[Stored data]
· · · · ·

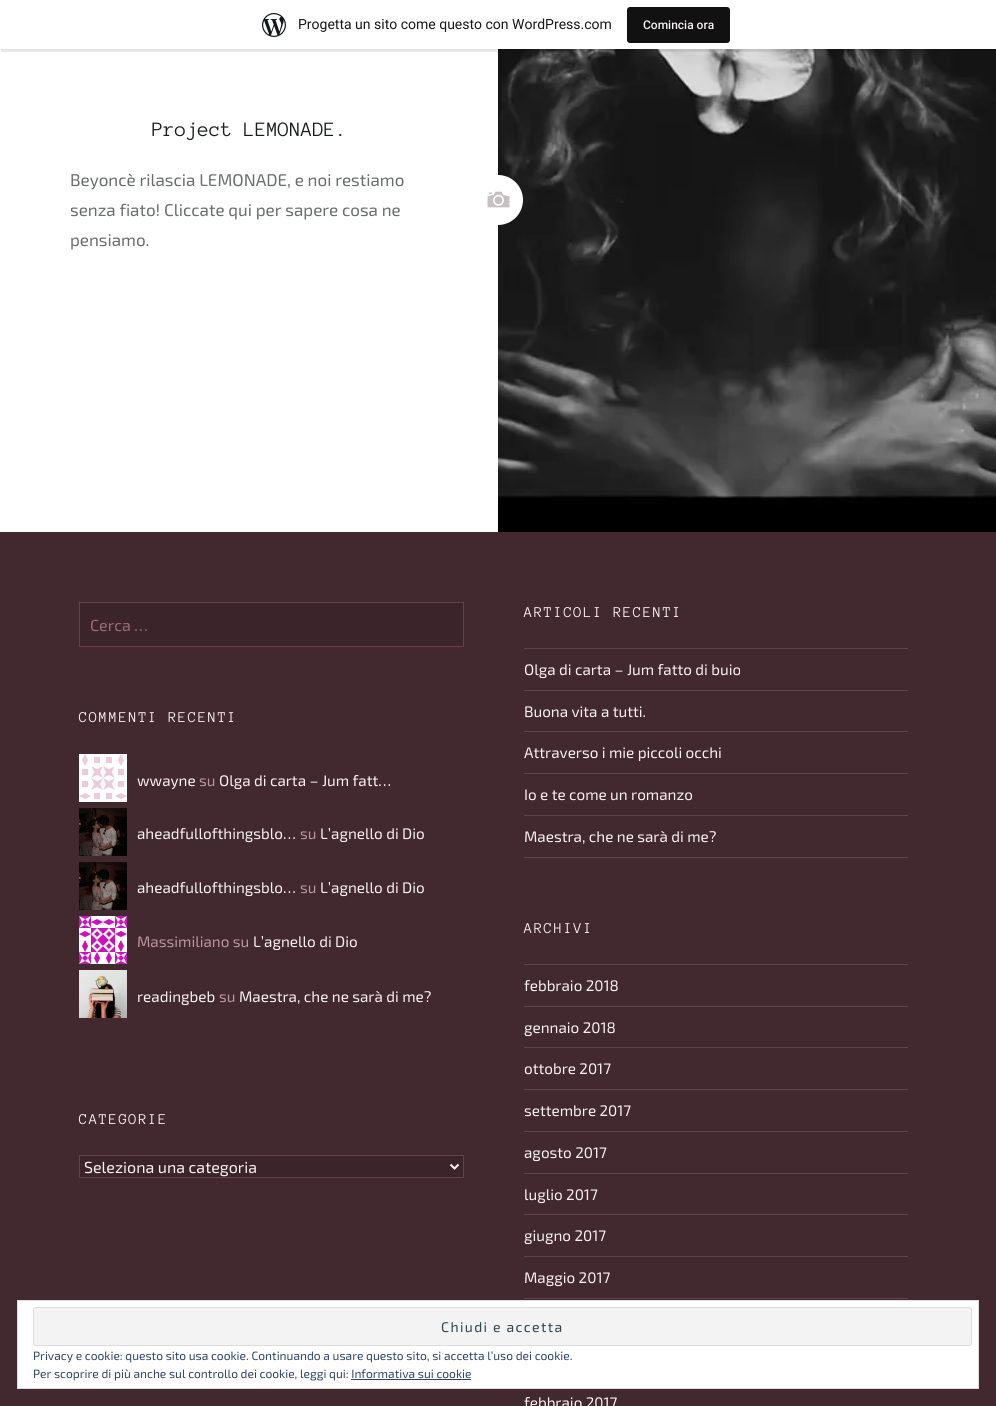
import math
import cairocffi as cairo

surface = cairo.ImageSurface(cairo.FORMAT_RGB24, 996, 1406)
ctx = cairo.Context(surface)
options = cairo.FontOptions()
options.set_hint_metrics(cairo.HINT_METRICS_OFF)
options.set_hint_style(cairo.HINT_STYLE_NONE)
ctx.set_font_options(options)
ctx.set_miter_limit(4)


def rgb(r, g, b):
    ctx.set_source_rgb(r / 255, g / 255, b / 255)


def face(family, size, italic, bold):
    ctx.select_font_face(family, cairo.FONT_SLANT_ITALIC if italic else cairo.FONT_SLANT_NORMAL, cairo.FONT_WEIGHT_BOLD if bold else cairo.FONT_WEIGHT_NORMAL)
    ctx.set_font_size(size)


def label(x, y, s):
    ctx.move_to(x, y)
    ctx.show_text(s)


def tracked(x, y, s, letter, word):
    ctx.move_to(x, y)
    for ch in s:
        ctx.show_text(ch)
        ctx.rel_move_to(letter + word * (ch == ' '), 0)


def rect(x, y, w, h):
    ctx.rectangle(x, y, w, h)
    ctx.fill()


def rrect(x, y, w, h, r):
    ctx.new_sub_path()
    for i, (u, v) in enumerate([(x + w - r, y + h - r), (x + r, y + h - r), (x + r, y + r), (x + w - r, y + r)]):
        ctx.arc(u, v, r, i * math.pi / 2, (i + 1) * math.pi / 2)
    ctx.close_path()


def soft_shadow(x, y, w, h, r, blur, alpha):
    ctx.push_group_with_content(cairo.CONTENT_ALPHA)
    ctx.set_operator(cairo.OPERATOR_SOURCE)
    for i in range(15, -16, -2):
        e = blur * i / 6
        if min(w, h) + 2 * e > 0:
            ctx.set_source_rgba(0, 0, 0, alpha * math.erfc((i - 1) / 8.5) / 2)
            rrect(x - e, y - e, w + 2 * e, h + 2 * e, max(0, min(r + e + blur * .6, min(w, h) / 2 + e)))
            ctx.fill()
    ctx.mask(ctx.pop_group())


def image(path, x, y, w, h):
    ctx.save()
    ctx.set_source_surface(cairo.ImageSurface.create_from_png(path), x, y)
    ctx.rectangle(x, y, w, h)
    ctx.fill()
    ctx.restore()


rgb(255, 255, 255)
ctx.paint()
image('image2.png', 498, 49, 498, 483)
rgb(0, 0, 0)
soft_shadow(0, 1, 996, 49, 0, 1, 0.05)
ctx.set_source_rgba(0, 0, 0, 0.08)
ctx.new_path()
ctx.move_to(1, 49)
ctx.line_to(1, 52)
ctx.line_to(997, 52)
ctx.line_to(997, 3)
ctx.line_to(996, 3)
ctx.line_to(996, 49)
ctx.close_path()
ctx.fill()
rgb(255, 255, 255)
rect(0, 0, 996, 49)
image('image0.png', 262, 13, 24, 24)
face('Roboto', 14, 0, 0)
rgb(23, 23, 23)
label(298, 29, 'Progetta un sito come questo con WordPress.com')
rgb(17, 17, 17)
rrect(627, 7, 103, 36, 3)
ctx.fill()
face('Roboto Medium', 12, 0, 0)
rgb(247, 242, 244)
label(643, 29, 'Comincia ora')
face('Anonymous Pro', 21, 0, 0)
rgb(26, 28, 30)
label(152, 136, 'Project LEMONADE.')
face('Exo 2', 17, 0, 0)
rgb(106, 108, 110)
label(70, 186, 'Beyoncè rilascia LEMONADE, e noi restiamo')
label(70, 216, 'senza fiato! Cliccate qui per sapere cosa ne')
label(70, 246, 'pensiamo.')
rgb(255, 255, 255)
ctx.new_path()
ctx.arc(498, 200, 25, 0, 2 * math.pi)
ctx.fill()
image('image1.png', 487, 191, 23, 17)
rgb(66, 40, 47)
rect(0, 532, 996, 874)
rgb(59, 36, 42)
ctx.rectangle(79.5, 602.5, 384, 44)
ctx.fill_preserve()
rgb(101, 63, 73)
ctx.set_line_width(1)
ctx.stroke()
face('Exo 2', 16, 0, 0)
rgb(160, 104, 122)
label(90, 631, 'Cerca …')
face('Anonymous Pro', 15.4, 0, 0)
rgb(247, 242, 244)
tracked(524, 617, 'ARTICOLI RECENTI', 1.5, 0)
rgb(101, 63, 73)
rect(524, 648, 384, 1)
rect(524, 690, 384, 1)
face('Exo 2', 15.25, 0, 0)
rgb(247, 242, 244)
label(524, 675, 'Olga di carta – Jum fatto di buio')
rgb(101, 63, 73)
rect(524, 731, 384, 1)
rgb(247, 242, 244)
label(524, 717, 'Buona vita a tutti.')
rgb(101, 63, 73)
rect(524, 773, 384, 1)
rgb(247, 242, 244)
label(524, 758, 'Attraverso i mie piccoli occhi')
rgb(101, 63, 73)
rect(524, 815, 384, 1)
rgb(247, 242, 244)
label(524, 800, 'Io e te come un romanzo')
rgb(101, 63, 73)
rect(524, 857, 384, 1)
rgb(247, 242, 244)
label(524, 842, 'Maestra, che ne sarà di me?')
face('Anonymous Pro', 15.4, 0, 0)
tracked(79, 722, 'COMMENTI RECENTI', 1.5, 0)
image('image3.png', 79, 754, 48, 48)
face('Exo 2', 15.25, 0, 0)
label(137, 786, 'wwayne')
rgb(188, 148, 160)
label(199, 786, 'su')
rgb(247, 242, 244)
label(219, 786, 'Olga di carta – Jum fatt…')
image('image4.png', 79, 808, 48, 48)
label(137, 839, 'aheadfullofthingsblo…')
rgb(188, 148, 160)
label(300, 839, 'su')
rgb(247, 242, 244)
label(320, 839, 'L’agnello di Dio')
image('image4.png', 79, 862, 48, 48)
label(137, 893, 'aheadfullofthingsblo…')
rgb(188, 148, 160)
label(300, 893, 'su')
rgb(247, 242, 244)
label(320, 893, 'L’agnello di Dio')
image('image5.png', 79, 916, 48, 48)
rgb(188, 148, 160)
label(137, 947, 'Massimiliano su')
rgb(247, 242, 244)
label(253, 947, 'L’agnello di Dio')
image('image6.png', 79, 970, 48, 48)
label(137, 1002, 'readingbeb')
rgb(188, 148, 160)
label(219, 1002, 'su')
rgb(247, 242, 244)
label(239, 1002, 'Maestra, che ne sarà di me?')
face('Anonymous Pro', 15.4, 0, 0)
tracked(79, 1124, 'CATEGORIE', 1.5, 0)
rgb(59, 36, 42)
ctx.rectangle(79.5, 1155.5, 384, 22)
ctx.fill_preserve()
rgb(101, 63, 73)
ctx.stroke()
ctx.new_path()
ctx.move_to(450.5, 1164.5)
ctx.line_to(454.5, 1168.5)
ctx.line_to(458.5, 1164.5)
rgb(247, 242, 244)
ctx.set_line_width(2)
ctx.stroke()
face('Exo 2', 16, 0, 0)
label(84, 1173, 'Seleziona una categoria')
face('Anonymous Pro', 15.4, 0, 0)
tracked(524, 933, 'ARCHIVI', 1.5, 0)
rgb(101, 63, 73)
rect(524, 964, 384, 1)
rect(524, 1006, 384, 1)
face('Exo 2', 15.25, 0, 0)
rgb(247, 242, 244)
label(524, 991, 'febbraio 2018')
rgb(101, 63, 73)
rect(524, 1047, 384, 1)
rgb(247, 242, 244)
label(524, 1033, 'gennaio 2018')
rgb(101, 63, 73)
rect(524, 1089, 384, 1)
rgb(247, 242, 244)
label(524, 1074, 'ottobre 2017')
rgb(101, 63, 73)
rect(524, 1131, 384, 1)
rgb(247, 242, 244)
label(524, 1116, 'settembre 2017')
rgb(101, 63, 73)
rect(524, 1173, 384, 1)
rgb(247, 242, 244)
label(524, 1158, 'agosto 2017')
rgb(101, 63, 73)
rect(524, 1214, 384, 1)
rgb(247, 242, 244)
label(524, 1200, 'luglio 2017')
rgb(101, 63, 73)
rect(524, 1256, 384, 1)
rgb(247, 242, 244)
label(524, 1241, 'giugno 2017')
rgb(101, 63, 73)
rect(524, 1298, 384, 1)
rgb(247, 242, 244)
label(524, 1283, 'Maggio 2017')
label(524, 1408, 'febbraio 2017')
rgb(255, 255, 255)
ctx.rectangle(17.5, 1300.5, 961, 88)
ctx.fill_preserve()
rgb(222, 222, 222)
ctx.set_line_width(1)
ctx.stroke()
rgb(243, 243, 243)
rrect(33.5, 1307.5, 938, 38, 2.5)
ctx.fill_preserve()
rgb(222, 222, 222)
ctx.stroke()
face('Exo 2', 14, 0, 0)
rgb(46, 68, 83)
tracked(441, 1332, 'Chiudi e accetta', 1.4, 0)
face('Exo 2', 12, 0, 0)
rgb(46, 68, 103)
label(33, 1360, 'Privacy e cookie: questo sito usa cookie. Continuando a usare questo sito, si accetta l’uso dei cookie.')
label(33, 1378, 'Per scoprire di più anche sul controllo dei cookie, leggi qui: Informativa sui cookie')
rect(351, 1379, 120, 1)
surface.write_to_png('render.png')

· · · · ·

Collect every line with the string "options" from the records, and copy each.

options = cairo.FontOptions()
options.set_hint_metrics(cairo.HINT_METRICS_OFF)
options.set_hint_style(cairo.HINT_STYLE_NONE)
ctx.set_font_options(options)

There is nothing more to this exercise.